To the Editors:
We agree with the letter of Dr. Hussain, indicating that the use of hormone replacement therapy (HRT) in postmenopausal women with epilepsy is an important and complex issue. It merits much more attention in light of the recent demonstration that HRT leads to significant health risks.
We also agree that HRT may be problematic because the commonly prescribed forms of HRT do not utilize the natural ovarian steroids, estradiol, and progesterone. For example, Premarin, an estrogen preparation that is widely used for HRT, is a complex combination of equine steroids, only some of which are actually estrogenic. As Dr. Hussain indicates, medroxyprogesterone acetate, which is often used as the progestin component of HRT, is also problematic. Medroxyprogesterone is a synthetic progestin that acts not only on progesterone receptors but also is a glucocorticoid receptor agonist (Ishida et al., 2002; Cirizza et al., 2006), suggesting that its administration will not induce the same effects as progesterone.
As Dr. Hussain pointed out, a potentially useful strategy is one that would more closely simulate the normal physiology of the female. One reason for this is that synthetic analogs may not exert all of the actions of natural steroid hormones. This is particularly true for progesterone because natural progesterone is metabolized to a neurosteroid (allopregnanolone), but synthetic progestins such as medroxyprogesterone acetate are not. Metabolism to allopregnanolone is potentially important in epilepsy because allopregnanolone has anticonvulsant effects (Rhodes et al., 2004). Therefore, natural progesterone would be likely to have greater anticonvulsant effects than synthetic progestins, and this indeed appears to be the case (Herzog, 1999). Another reason is that hormones may exert different effects if they are administered in a way that mimics normal secretion but not in other ways. For example, it may be important to develop a HRT regimen that involves cyclical rather than continual hormone administration, given that ovarian secretion of gonadal hormones is not constant. Indeed, chronic exposure to gonadal hormones often leads to a loss of effect. Chronic exposure to estradiol, for example, leads to changes in the levels of steroid receptors, and loss of efficacy can result (for further discussion, see Scharfman and MacLusky, 2006). Again, the simulation of normal physiology may be especially important in epilepsy because administration of progesterone for a period of time that matches the duration of the luteal phase appears to provide improved seizure control in women with epilepsy (Herzog, 1986).
There is an additional factor that should be emphasized: HRT is administered to women with epilepsy who are distinct physiologically and pharmacologically from the woman of reproductive age, because the women are older, have had a longer history of seizures, and have experienced menopause. Age influences seizure susceptibility, and it also changes pharmacodynamics, so it is likely it will influence the effects of HRT. A long history of recurrent seizures may also influence the efficacy of HRT because of progressive changes to neurons, glia, or the vasculature, which are all potential targets of hormone action.

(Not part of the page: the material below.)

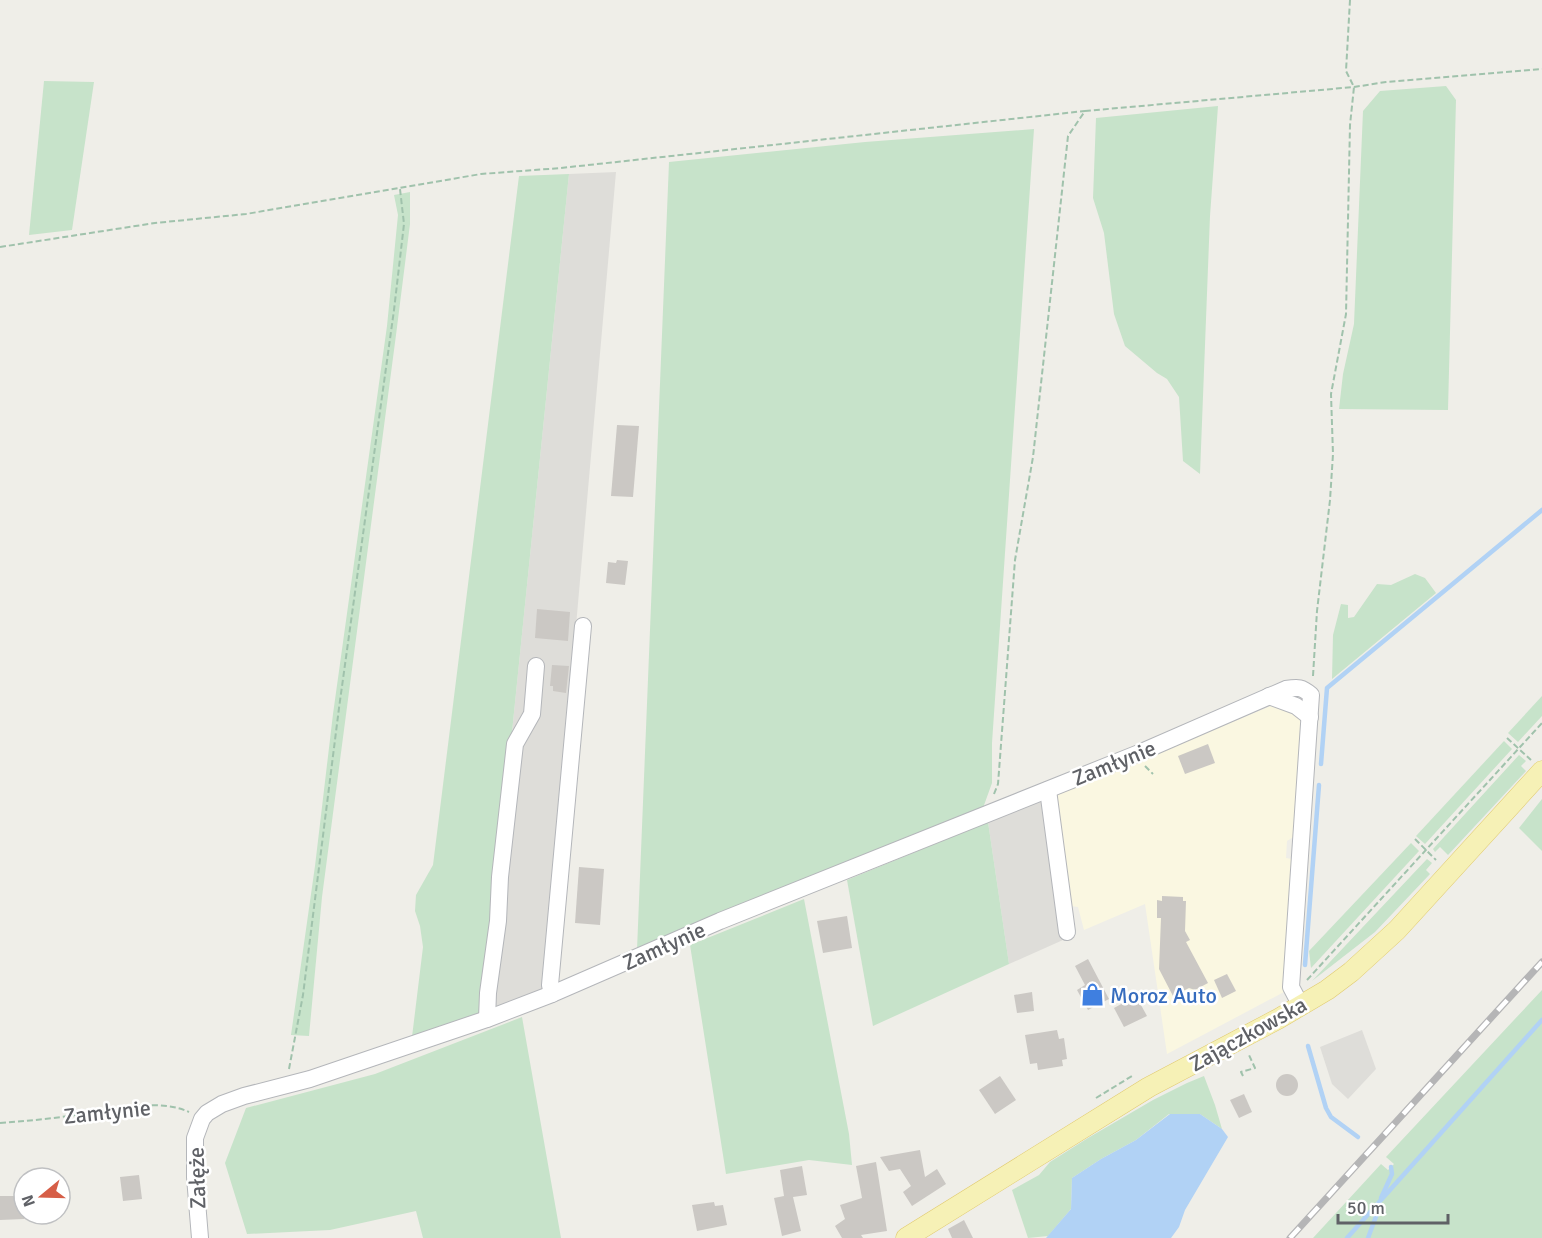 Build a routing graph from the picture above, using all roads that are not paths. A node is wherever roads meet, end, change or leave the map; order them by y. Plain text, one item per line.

Menopause clearly influences seizures in women with epilepsy (Harden et al., 1999), and the latency from menopause to treatment can be an important variable. For example, the length of time between menopause and the onset of HRT seems to be an important determinant of age-related dementia (Maki, 2006). Therefore, one must not only consider HRT per se, but also the changes in the CNS of the women with epilepsy that are due to chronic seizures, age, and the loss of ovarian function.